[Provided records — start]

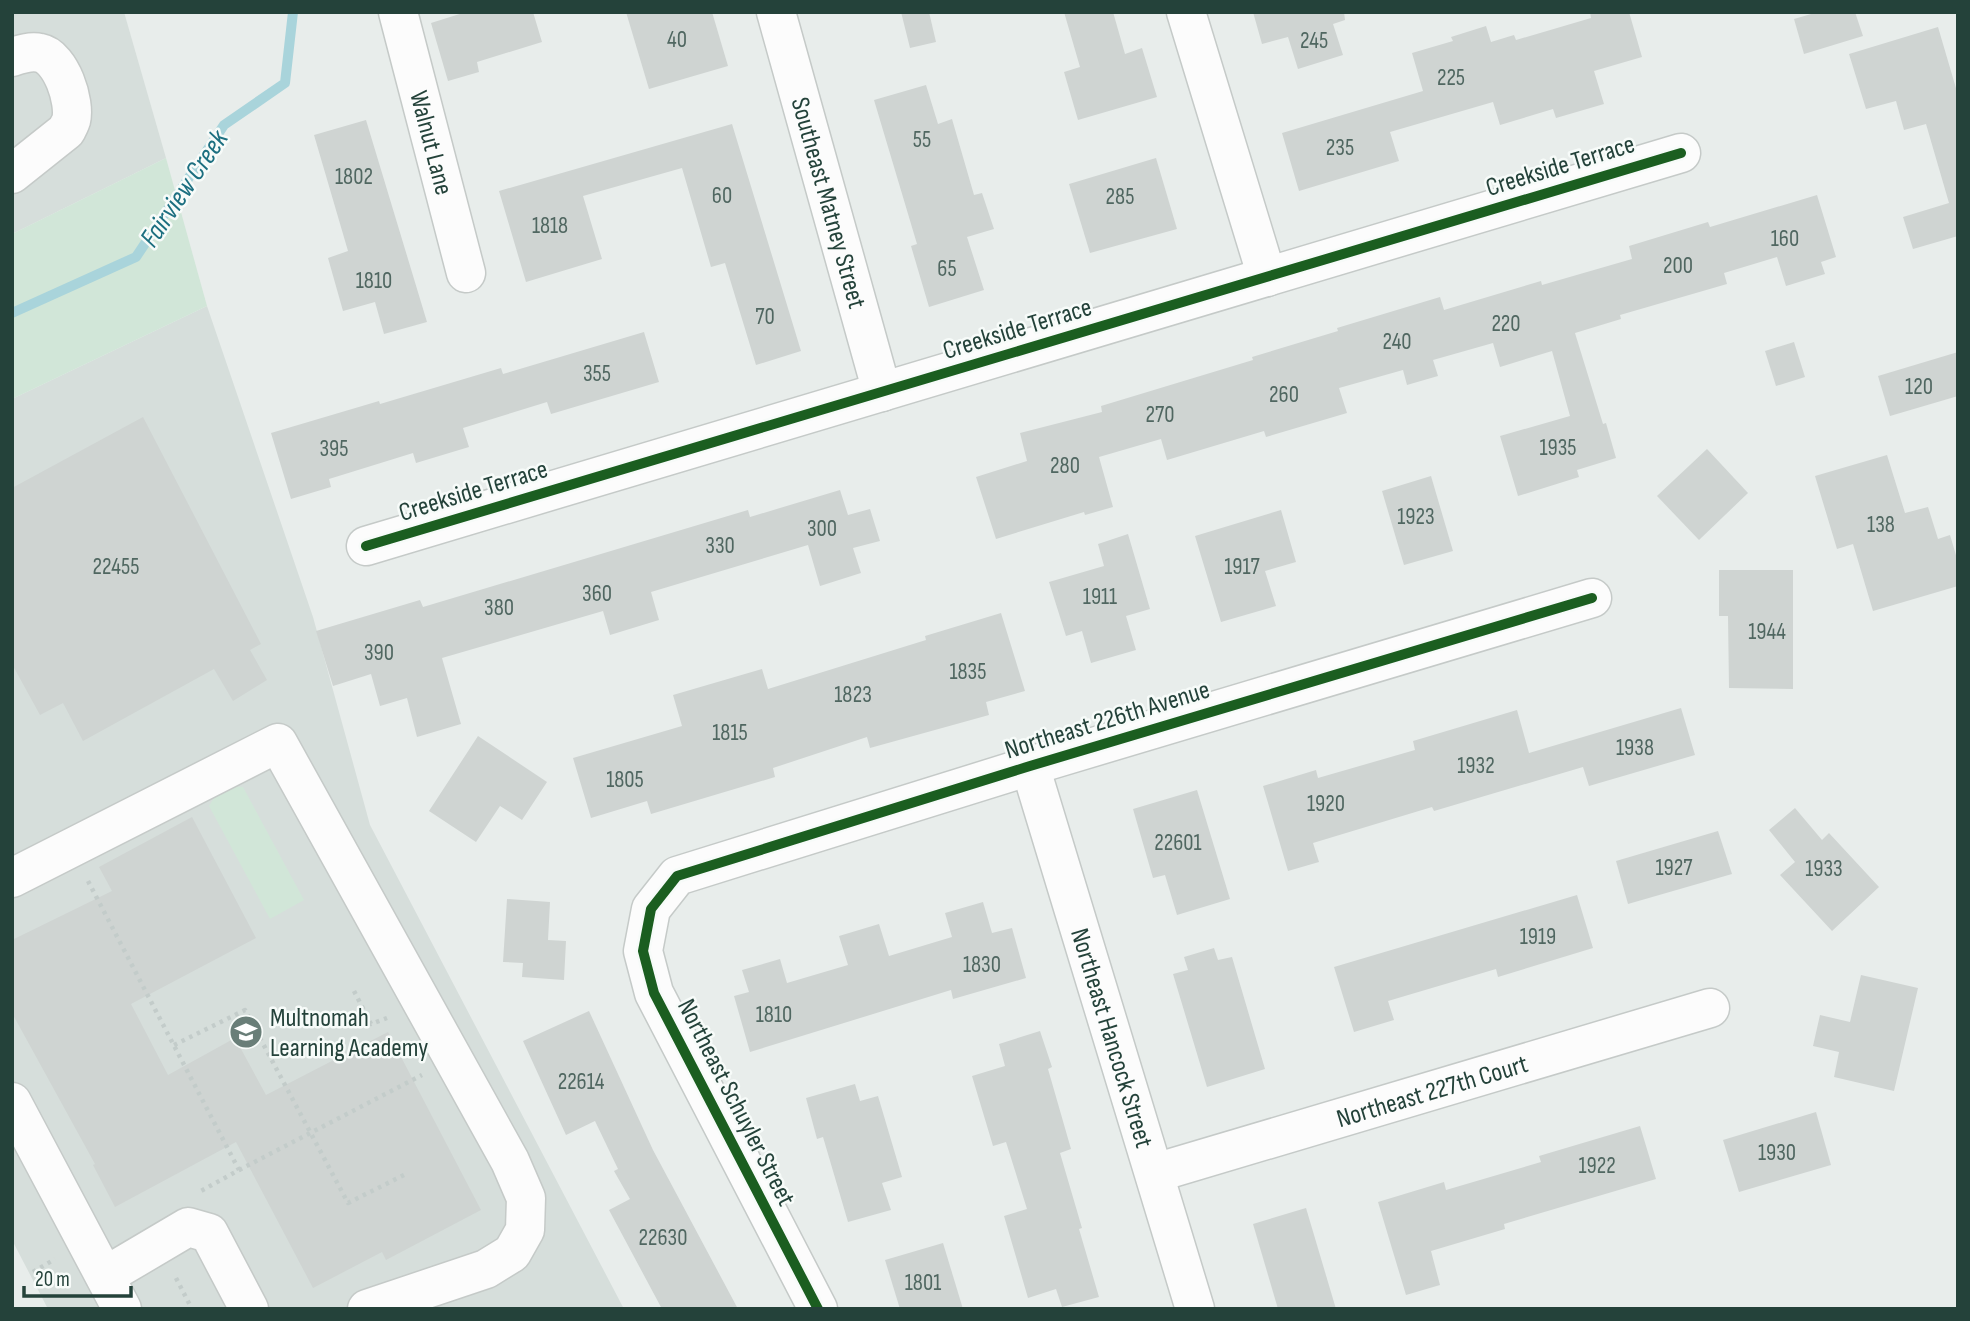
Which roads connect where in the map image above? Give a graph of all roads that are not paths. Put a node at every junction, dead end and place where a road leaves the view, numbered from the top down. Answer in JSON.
{"nodes":[{"id":1,"x":398,"y":12,"type":"edge"},
{"id":2,"x":776,"y":12,"type":"edge"},
{"id":3,"x":1186,"y":12,"type":"edge"},
{"id":4,"x":12,"y":57,"type":"edge"},
{"id":5,"x":1681,"y":153,"type":"dead end"},
{"id":6,"x":12,"y":173,"type":"edge"},
{"id":7,"x":466,"y":274,"type":"dead end"},
{"id":8,"x":1266,"y":277,"type":"junction"},
{"id":9,"x":881,"y":392,"type":"junction"},
{"id":10,"x":366,"y":546,"type":"dead end"},
{"id":11,"x":1592,"y":598,"type":"dead end"},
{"id":12,"x":1030,"y":766,"type":"junction"},
{"id":13,"x":12,"y":878,"type":"edge"},
{"id":14,"x":651,"y":909,"type":"joint"},
{"id":15,"x":1710,"y":1007,"type":"dead end"},
{"id":16,"x":12,"y":1102,"type":"edge"},
{"id":17,"x":1155,"y":1174,"type":"junction"},
{"id":18,"x":105,"y":1276,"type":"junction"},
{"id":19,"x":414,"y":1301,"type":"edge"},
{"id":20,"x":122,"y":1309,"type":"edge"},
{"id":21,"x":249,"y":1309,"type":"edge"},
{"id":22,"x":367,"y":1309,"type":"edge"},
{"id":23,"x":818,"y":1309,"type":"edge"},
{"id":24,"x":1195,"y":1309,"type":"edge"}],
"edges":[{"from":1,"to":7,"type":"street","name":"Walnut Lane"},
{"from":2,"to":9,"type":"street","name":"Southeast Matney Street"},
{"from":3,"to":8,"type":"street"},
{"from":4,"to":6,"type":"street"},
{"from":5,"to":8,"type":"street","name":"Creekside Terrace"},
{"from":8,"to":9,"type":"street","name":"Creekside Terrace"},
{"from":9,"to":10,"type":"street","name":"Creekside Terrace"},
{"from":11,"to":12,"type":"street","name":"Northeast 226th Avenue"},
{"from":12,"to":14,"type":"street","name":"Northeast 226th Avenue"},
{"from":12,"to":17,"type":"street","name":"Northeast Hancock Street"},
{"from":13,"to":19,"type":"street"},
{"from":14,"to":23,"type":"street","name":"Northeast Schuyler Street"},
{"from":15,"to":17,"type":"street","name":"Northeast 227th Court"},
{"from":16,"to":18,"type":"street"},
{"from":17,"to":24,"type":"street","name":"Northeast Hancock Street"},
{"from":18,"to":20,"type":"street"},
{"from":18,"to":21,"type":"street"},
{"from":19,"to":22,"type":"street"}]}
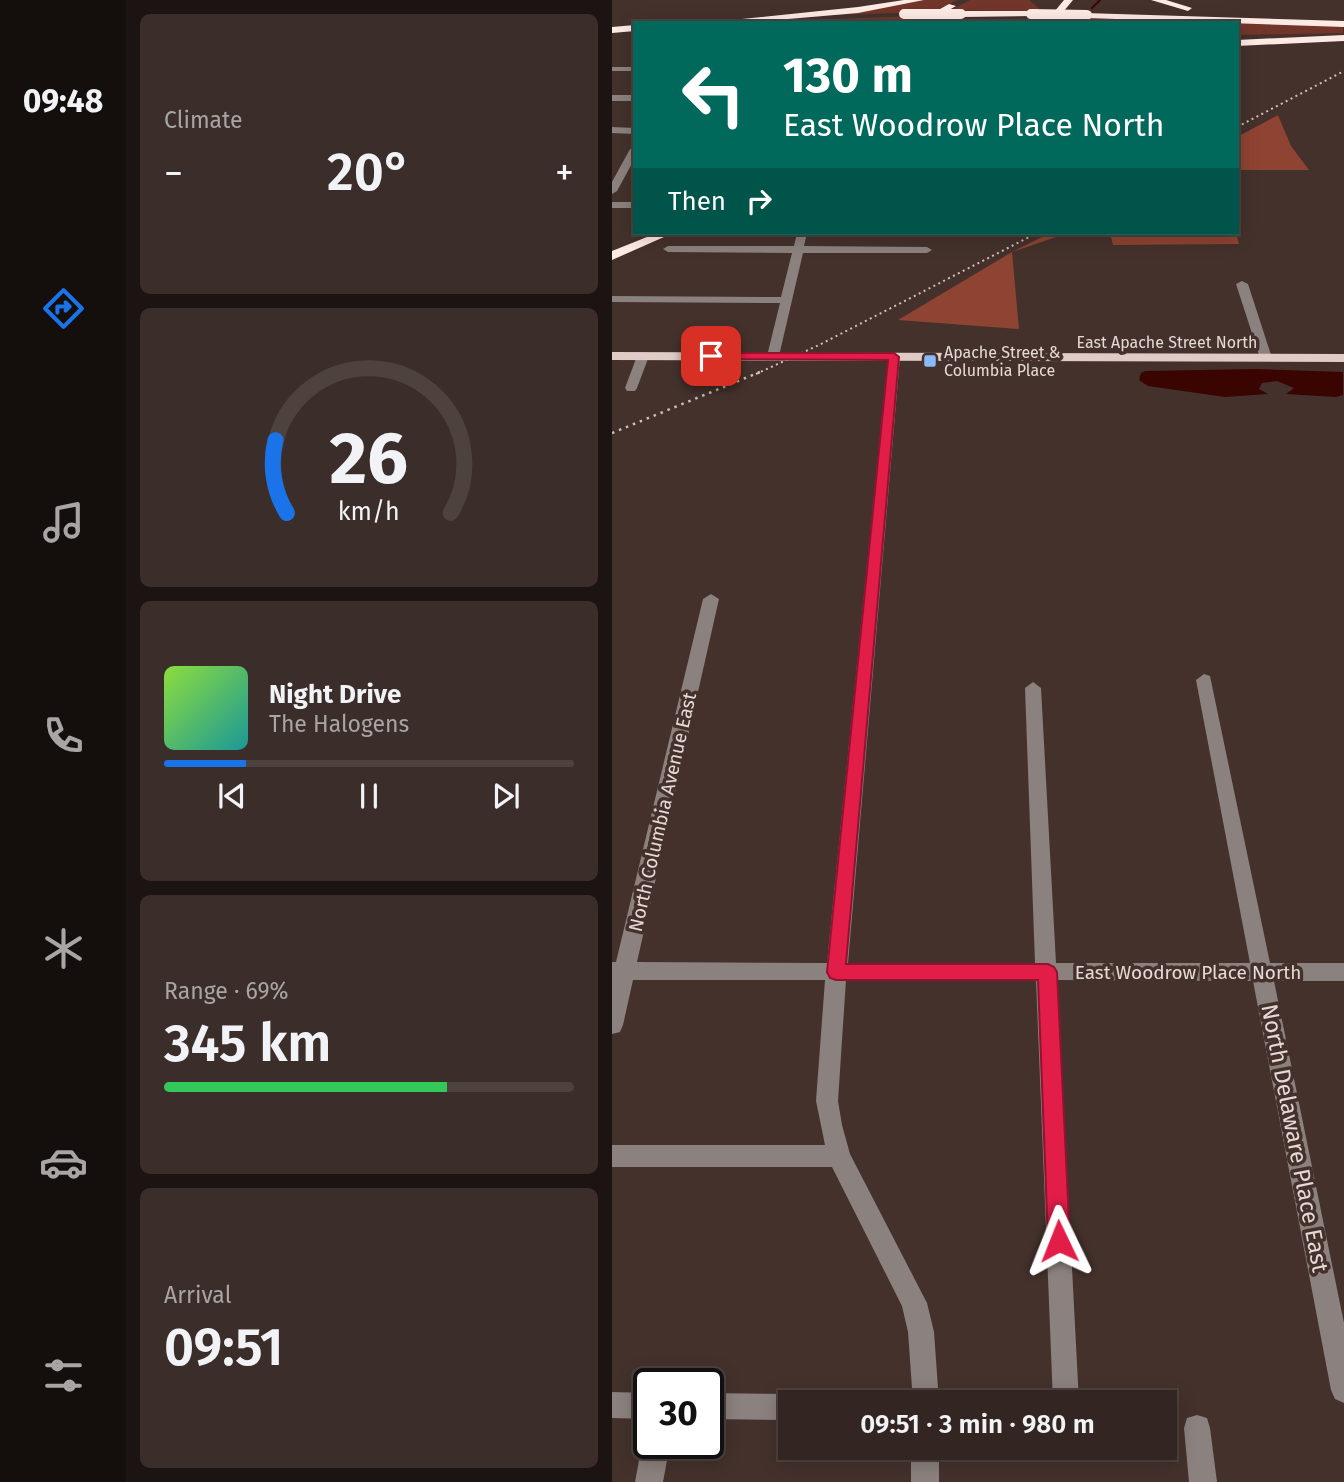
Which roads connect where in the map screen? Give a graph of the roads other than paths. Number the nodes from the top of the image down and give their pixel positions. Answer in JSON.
{"nodes":[{"id":1,"x":920,"y":0,"type":"edge"},
{"id":2,"x":963,"y":0,"type":"edge"},
{"id":3,"x":1155,"y":0,"type":"edge"},
{"id":4,"x":1036,"y":2,"type":"dead end"},
{"id":5,"x":1066,"y":4,"type":"edge"},
{"id":6,"x":961,"y":18,"type":"edge"},
{"id":7,"x":730,"y":21,"type":"edge"},
{"id":8,"x":756,"y":21,"type":"edge"},
{"id":9,"x":923,"y":21,"type":"edge"},
{"id":10,"x":1041,"y":21,"type":"edge"},
{"id":11,"x":1051,"y":21,"type":"edge"},
{"id":12,"x":1071,"y":21,"type":"edge"},
{"id":13,"x":1344,"y":24,"type":"edge"},
{"id":14,"x":633,"y":28,"type":"edge"},
{"id":15,"x":612,"y":30,"type":"edge"},
{"id":16,"x":1344,"y":37,"type":"edge"},
{"id":17,"x":612,"y":38,"type":"edge"},
{"id":18,"x":633,"y":39,"type":"edge"},
{"id":19,"x":1239,"y":40,"type":"edge"},
{"id":20,"x":612,"y":69,"type":"edge"},
{"id":21,"x":633,"y":69,"type":"edge"},
{"id":22,"x":612,"y":98,"type":"edge"},
{"id":23,"x":633,"y":98,"type":"edge"},
{"id":24,"x":612,"y":130,"type":"edge"},
{"id":25,"x":633,"y":131,"type":"edge"},
{"id":26,"x":612,"y":166,"type":"edge"},
{"id":27,"x":630,"y":166,"type":"edge"},
{"id":28,"x":612,"y":191,"type":"edge"},
{"id":29,"x":612,"y":205,"type":"edge"},
{"id":30,"x":633,"y":205,"type":"edge"},
{"id":31,"x":635,"y":235,"type":"edge"},
{"id":32,"x":662,"y":235,"type":"edge"},
{"id":33,"x":802,"y":235,"type":"edge"},
{"id":34,"x":612,"y":245,"type":"edge"},
{"id":35,"x":668,"y":249,"type":"dead end"},
{"id":36,"x":798,"y":249,"type":"junction"},
{"id":37,"x":927,"y":250,"type":"dead end"},
{"id":38,"x":612,"y":256,"type":"edge"},
{"id":39,"x":1242,"y":284,"type":"dead end"},
{"id":40,"x":612,"y":299,"type":"edge"},
{"id":41,"x":787,"y":300,"type":"junction"},
{"id":42,"x":612,"y":356,"type":"edge"},
{"id":43,"x":643,"y":356,"type":"junction"},
{"id":44,"x":774,"y":356,"type":"junction"},
{"id":45,"x":894,"y":357,"type":"junction"},
{"id":46,"x":1266,"y":358,"type":"junction"},
{"id":47,"x":1344,"y":358,"type":"edge"},
{"id":48,"x":631,"y":388,"type":"dead end"},
{"id":49,"x":711,"y":599,"type":"dead end"},
{"id":50,"x":1204,"y":680,"type":"dead end"},
{"id":51,"x":1033,"y":688,"type":"dead end"},
{"id":52,"x":618,"y":971,"type":"edge"},
{"id":53,"x":836,"y":972,"type":"junction"},
{"id":54,"x":1048,"y":972,"type":"junction"},
{"id":55,"x":1263,"y":972,"type":"junction"},
{"id":56,"x":1344,"y":972,"type":"edge"},
{"id":57,"x":612,"y":1025,"type":"edge"},
{"id":58,"x":612,"y":1156,"type":"edge"},
{"id":59,"x":839,"y":1156,"type":"junction"},
{"id":60,"x":925,"y":1390,"type":"edge"},
{"id":61,"x":1065,"y":1390,"type":"edge"},
{"id":62,"x":1344,"y":1390,"type":"edge"},
{"id":63,"x":612,"y":1405,"type":"edge"},
{"id":64,"x":633,"y":1406,"type":"edge"},
{"id":65,"x":724,"y":1406,"type":"edge"},
{"id":66,"x":778,"y":1407,"type":"edge"},
{"id":67,"x":1197,"y":1428,"type":"dead end"},
{"id":68,"x":653,"y":1459,"type":"edge"},
{"id":69,"x":925,"y":1460,"type":"edge"},
{"id":70,"x":649,"y":1482,"type":"edge"},
{"id":71,"x":925,"y":1482,"type":"edge"},
{"id":72,"x":1203,"y":1482,"type":"edge"}],
"edges":[{"from":1,"to":7,"type":"highway"},
{"from":2,"to":9,"type":"highway"},
{"from":3,"to":13,"type":"highway"},
{"from":4,"to":12,"type":"highway","bridge":true},
{"from":5,"to":10,"type":"highway"},
{"from":5,"to":11,"type":"highway"},
{"from":6,"to":8,"type":"highway","bridge":true},
{"from":6,"to":13,"type":"highway","bridge":true},
{"from":14,"to":15,"type":"highway"},
{"from":16,"to":19,"type":"highway"},
{"from":17,"to":18,"type":"highway"},
{"from":20,"to":21,"type":"street"},
{"from":22,"to":23,"type":"street"},
{"from":24,"to":25,"type":"street"},
{"from":26,"to":27,"type":"street"},
{"from":27,"to":28,"type":"street"},
{"from":29,"to":30,"type":"street"},
{"from":31,"to":34,"type":"highway"},
{"from":32,"to":38,"type":"highway"},
{"from":33,"to":36,"type":"street"},
{"from":35,"to":36,"type":"street"},
{"from":36,"to":37,"type":"street"},
{"from":36,"to":41,"type":"street"},
{"from":39,"to":46,"type":"street"},
{"from":40,"to":41,"type":"street"},
{"from":41,"to":44,"type":"street"},
{"from":42,"to":43,"type":"main road","name":"East Apache Street North"},
{"from":43,"to":44,"type":"main road","name":"East Apache Street North"},
{"from":43,"to":48,"type":"street"},
{"from":44,"to":45,"type":"main road","name":"East Apache Street North"},
{"from":45,"to":46,"type":"main road","name":"East Apache Street North"},
{"from":45,"to":53,"type":"street"},
{"from":46,"to":47,"type":"main road","name":"East Apache Street North"},
{"from":49,"to":52,"type":"street","name":"North Columbia Avenue East"},
{"from":50,"to":55,"type":"street","name":"North Delaware Place East"},
{"from":51,"to":54,"type":"street"},
{"from":52,"to":53,"type":"street","name":"East Woodrow Place North"},
{"from":52,"to":57,"type":"street","name":"North Columbia Avenue East"},
{"from":53,"to":54,"type":"street","name":"East Woodrow Place North"},
{"from":53,"to":59,"type":"street"},
{"from":54,"to":55,"type":"street","name":"East Woodrow Place North"},
{"from":54,"to":61,"type":"street"},
{"from":55,"to":56,"type":"street","name":"East Woodrow Place North"},
{"from":55,"to":62,"type":"street","name":"North Delaware Place East"},
{"from":58,"to":59,"type":"street"},
{"from":59,"to":60,"type":"street"},
{"from":63,"to":64,"type":"street"},
{"from":65,"to":66,"type":"street"},
{"from":67,"to":72,"type":"street"},
{"from":68,"to":70,"type":"street"},
{"from":69,"to":71,"type":"street"}]}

[Provided records — finish]

Across the entries above, find the lines with the string "where" and copy them.

Task answer.
Which roads connect where in the map image above? Give a graph of all roads that are not paths. Put a node at every junction, dead end and place where a road leaves the view, numbered from the top down. Answer in JSON.
Which roads connect where in the map screen? Give a graph of the roads other than paths. Number the nodes from the top of the image down and give their pixel positions. Answer in JSON.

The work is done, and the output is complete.